Shipping and handling costs, including costs incurred to store, move and prepare the products for shipment and costs incurred to physically move the product to the customer, associated with direct-to-consumer operations were $19.4 million for the thirteen weeks ended August 3, 2013 compared to $14.7 million for the thirteen weeks ended July 28, 2012 and $34.2 million for the twenty-six weeks ended August 3, 2013 compared to $31.2 million for the twenty-six weeks ended July 28, 2012. These amounts are recorded in Stores and Distribution Expense on the Consolidated Statements of Operations and Comprehensive Income (Loss).
Handling costs, including costs incurred to store, move and prepare the products for shipment to stores were $14.4 million for the thirteen weeks ended August 3, 2013 compared to $13.8 million for the thirteen weeks ended July 28, 2012 and $26.0 million for the twenty-six weeks ended August 3, 2013 compared to $29.1 million for the twenty-six weeks ended July 28, 2012. These amounts are recorded in Stores and Distribution Expense on the Consolidated Statements of Operations and Comprehensive Income (Loss).
Marketing, General and Administrative Expense
Marketing, general and administrative expense during the second quarter of Fiscal 2013 increased 6% to $117.6 million compared to $111.3 million during the same period in Fiscal 2012.
The increase in marketing, general and administrative expense for the second quarter was primarily driven by increases in consulting and other services. The second quarter includes $2.6 million in charges related to the implementation of the on-going profit improvement initiative.

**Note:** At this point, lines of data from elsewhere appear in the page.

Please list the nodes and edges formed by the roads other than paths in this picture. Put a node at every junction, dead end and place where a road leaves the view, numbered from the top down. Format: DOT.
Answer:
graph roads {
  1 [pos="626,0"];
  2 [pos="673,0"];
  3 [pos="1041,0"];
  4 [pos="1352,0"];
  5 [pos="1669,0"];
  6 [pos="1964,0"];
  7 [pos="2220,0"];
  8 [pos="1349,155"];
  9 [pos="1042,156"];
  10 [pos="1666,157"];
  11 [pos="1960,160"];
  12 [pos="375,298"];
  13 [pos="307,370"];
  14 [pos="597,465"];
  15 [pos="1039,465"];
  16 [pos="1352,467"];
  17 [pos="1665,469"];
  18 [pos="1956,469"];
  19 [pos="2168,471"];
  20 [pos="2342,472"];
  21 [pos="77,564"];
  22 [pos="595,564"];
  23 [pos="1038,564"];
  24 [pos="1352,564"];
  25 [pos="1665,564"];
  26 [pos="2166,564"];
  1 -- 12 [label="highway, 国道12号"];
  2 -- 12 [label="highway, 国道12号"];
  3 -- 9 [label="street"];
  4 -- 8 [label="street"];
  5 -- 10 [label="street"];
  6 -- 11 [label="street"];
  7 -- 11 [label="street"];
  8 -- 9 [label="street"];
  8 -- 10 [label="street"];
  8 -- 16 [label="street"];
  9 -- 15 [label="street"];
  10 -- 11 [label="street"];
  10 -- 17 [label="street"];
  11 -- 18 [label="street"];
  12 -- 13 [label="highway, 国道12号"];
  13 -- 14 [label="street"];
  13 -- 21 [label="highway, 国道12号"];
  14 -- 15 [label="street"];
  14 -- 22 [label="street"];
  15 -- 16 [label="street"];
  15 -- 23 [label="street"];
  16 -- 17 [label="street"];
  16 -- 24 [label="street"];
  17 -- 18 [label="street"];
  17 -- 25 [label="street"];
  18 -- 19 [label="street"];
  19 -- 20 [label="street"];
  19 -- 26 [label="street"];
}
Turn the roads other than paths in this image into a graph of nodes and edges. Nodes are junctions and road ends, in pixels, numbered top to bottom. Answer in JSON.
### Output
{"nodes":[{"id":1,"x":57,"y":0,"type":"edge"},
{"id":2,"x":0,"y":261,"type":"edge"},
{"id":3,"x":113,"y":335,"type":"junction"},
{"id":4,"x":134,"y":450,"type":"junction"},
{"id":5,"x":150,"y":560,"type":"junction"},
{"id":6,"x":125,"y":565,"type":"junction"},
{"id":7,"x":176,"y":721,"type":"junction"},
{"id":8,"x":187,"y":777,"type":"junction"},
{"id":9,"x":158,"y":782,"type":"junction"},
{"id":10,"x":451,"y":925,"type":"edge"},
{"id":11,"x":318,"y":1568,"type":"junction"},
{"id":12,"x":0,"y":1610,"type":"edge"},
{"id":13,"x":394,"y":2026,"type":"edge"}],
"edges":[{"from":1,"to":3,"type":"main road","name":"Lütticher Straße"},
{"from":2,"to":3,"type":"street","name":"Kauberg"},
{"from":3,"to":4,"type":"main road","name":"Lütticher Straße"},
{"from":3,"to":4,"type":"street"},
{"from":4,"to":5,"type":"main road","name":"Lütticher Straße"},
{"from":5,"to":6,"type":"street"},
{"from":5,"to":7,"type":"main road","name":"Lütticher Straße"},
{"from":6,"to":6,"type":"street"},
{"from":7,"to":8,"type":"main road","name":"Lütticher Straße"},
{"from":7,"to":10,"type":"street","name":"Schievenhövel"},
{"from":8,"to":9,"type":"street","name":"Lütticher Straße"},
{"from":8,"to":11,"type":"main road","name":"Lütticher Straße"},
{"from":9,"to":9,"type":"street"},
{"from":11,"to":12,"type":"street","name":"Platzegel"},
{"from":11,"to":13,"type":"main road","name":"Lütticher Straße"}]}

Marketing, general and administrative expense during the Fiscal 2013 year-to-date period increased 4% to $236.4 million compared to $228.2 million during the same period in Fiscal 2012.
The increase in marketing, general and administrative expense for the year-to-date period was primarily driven by increases in consulting and other services, including charges related to the implementation of the profit improvement initiative and information technology, partially offset by savings in travel and marketing.
Other Operating Income, Net
Second quarter other operating income, net for Fiscal 2013 was $4.4 million compared to other operating income, net, of $1.9 million for the second quarter of Fiscal 2012. The increase is due primarily to insurance proceeds included in the Fiscal 2013 amounts.
Year-to-date other operating income, net for Fiscal 2013 was $5.2 million compared to $4.5 million for the year-to-date period of Fiscal 2012.
Operating Income (Loss)
Operating income for the second quarter of Fiscal 2013 was $19.2 million, a decrease of 23% from operating income of $25.0 million during the second quarter of Fiscal 2012. The reduction in operating income was primarily driven by the deleveraging effect of negative comparable store sales, partially offset by new international stores, direct-to-consumer operations and expense reductions.
Year-to-date operating income in Fiscal 2013 was $5.2 million, compared to an operating loss of $3.9 million during the comparable period of Fiscal 2012. The increase in operating income was driven by new international stores, direct-to-consumer operations, gross margin improvement and expense reductions, partially offset by the deleveraging effect of negative comparable store sales.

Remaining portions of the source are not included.